▶ [PROBLEM TO WORK ON]:
The answer must be every entry, given again word for word.

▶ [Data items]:
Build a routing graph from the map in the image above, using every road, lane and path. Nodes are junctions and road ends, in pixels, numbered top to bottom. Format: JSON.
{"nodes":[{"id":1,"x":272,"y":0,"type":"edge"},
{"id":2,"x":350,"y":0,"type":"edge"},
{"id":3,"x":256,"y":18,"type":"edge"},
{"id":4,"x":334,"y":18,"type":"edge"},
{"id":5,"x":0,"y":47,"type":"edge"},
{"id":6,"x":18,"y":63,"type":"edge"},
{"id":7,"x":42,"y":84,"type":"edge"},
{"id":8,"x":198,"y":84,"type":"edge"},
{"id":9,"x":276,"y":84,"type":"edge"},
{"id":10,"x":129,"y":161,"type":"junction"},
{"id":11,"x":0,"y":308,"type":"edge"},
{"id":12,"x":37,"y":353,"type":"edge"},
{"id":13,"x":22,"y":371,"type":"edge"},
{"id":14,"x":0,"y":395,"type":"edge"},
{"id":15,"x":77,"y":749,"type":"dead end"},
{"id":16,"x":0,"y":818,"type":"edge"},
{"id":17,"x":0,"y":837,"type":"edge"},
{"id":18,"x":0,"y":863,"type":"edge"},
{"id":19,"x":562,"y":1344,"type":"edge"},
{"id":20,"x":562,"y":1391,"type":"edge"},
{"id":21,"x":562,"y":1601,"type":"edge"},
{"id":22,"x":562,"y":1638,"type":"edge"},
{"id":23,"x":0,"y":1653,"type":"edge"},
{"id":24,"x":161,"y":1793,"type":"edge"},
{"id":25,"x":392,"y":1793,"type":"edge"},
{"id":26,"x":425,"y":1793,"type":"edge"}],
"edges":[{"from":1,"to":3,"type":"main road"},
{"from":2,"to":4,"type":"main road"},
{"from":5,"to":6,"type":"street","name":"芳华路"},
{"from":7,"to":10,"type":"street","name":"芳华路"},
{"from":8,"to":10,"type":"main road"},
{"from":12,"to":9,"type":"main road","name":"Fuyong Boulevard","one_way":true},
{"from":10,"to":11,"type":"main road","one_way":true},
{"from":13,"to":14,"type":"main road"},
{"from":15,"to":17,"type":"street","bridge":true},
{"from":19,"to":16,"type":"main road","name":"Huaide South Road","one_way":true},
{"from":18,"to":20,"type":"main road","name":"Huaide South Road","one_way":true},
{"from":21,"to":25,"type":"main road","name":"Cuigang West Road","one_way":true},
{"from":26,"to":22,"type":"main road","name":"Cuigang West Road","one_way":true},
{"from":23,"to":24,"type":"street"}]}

▶ [RESPONSE FOR THIS EXERCISE]:
Build a routing graph from the map in the image above, using every road, lane and path. Nodes are junctions and road ends, in pixels, numbered top to bottom. Format: JSON.
{"nodes":[{"id":1,"x":272,"y":0,"type":"edge"},
{"id":2,"x":350,"y":0,"type":"edge"},
{"id":3,"x":256,"y":18,"type":"edge"},
{"id":4,"x":334,"y":18,"type":"edge"},
{"id":5,"x":0,"y":47,"type":"edge"},
{"id":6,"x":18,"y":63,"type":"edge"},
{"id":7,"x":42,"y":84,"type":"edge"},
{"id":8,"x":198,"y":84,"type":"edge"},
{"id":9,"x":276,"y":84,"type":"edge"},
{"id":10,"x":129,"y":161,"type":"junction"},
{"id":11,"x":0,"y":308,"type":"edge"},
{"id":12,"x":37,"y":353,"type":"edge"},
{"id":13,"x":22,"y":371,"type":"edge"},
{"id":14,"x":0,"y":395,"type":"edge"},
{"id":15,"x":77,"y":749,"type":"dead end"},
{"id":16,"x":0,"y":818,"type":"edge"},
{"id":17,"x":0,"y":837,"type":"edge"},
{"id":18,"x":0,"y":863,"type":"edge"},
{"id":19,"x":562,"y":1344,"type":"edge"},
{"id":20,"x":562,"y":1391,"type":"edge"},
{"id":21,"x":562,"y":1601,"type":"edge"},
{"id":22,"x":562,"y":1638,"type":"edge"},
{"id":23,"x":0,"y":1653,"type":"edge"},
{"id":24,"x":161,"y":1793,"type":"edge"},
{"id":25,"x":392,"y":1793,"type":"edge"},
{"id":26,"x":425,"y":1793,"type":"edge"}],
"edges":[{"from":1,"to":3,"type":"main road"},
{"from":2,"to":4,"type":"main road"},
{"from":5,"to":6,"type":"street","name":"芳华路"},
{"from":7,"to":10,"type":"street","name":"芳华路"},
{"from":8,"to":10,"type":"main road"},
{"from":12,"to":9,"type":"main road","name":"Fuyong Boulevard","one_way":true},
{"from":10,"to":11,"type":"main road","one_way":true},
{"from":13,"to":14,"type":"main road"},
{"from":15,"to":17,"type":"street","bridge":true},
{"from":19,"to":16,"type":"main road","name":"Huaide South Road","one_way":true},
{"from":18,"to":20,"type":"main road","name":"Huaide South Road","one_way":true},
{"from":21,"to":25,"type":"main road","name":"Cuigang West Road","one_way":true},
{"from":26,"to":22,"type":"main road","name":"Cuigang West Road","one_way":true},
{"from":23,"to":24,"type":"street"}]}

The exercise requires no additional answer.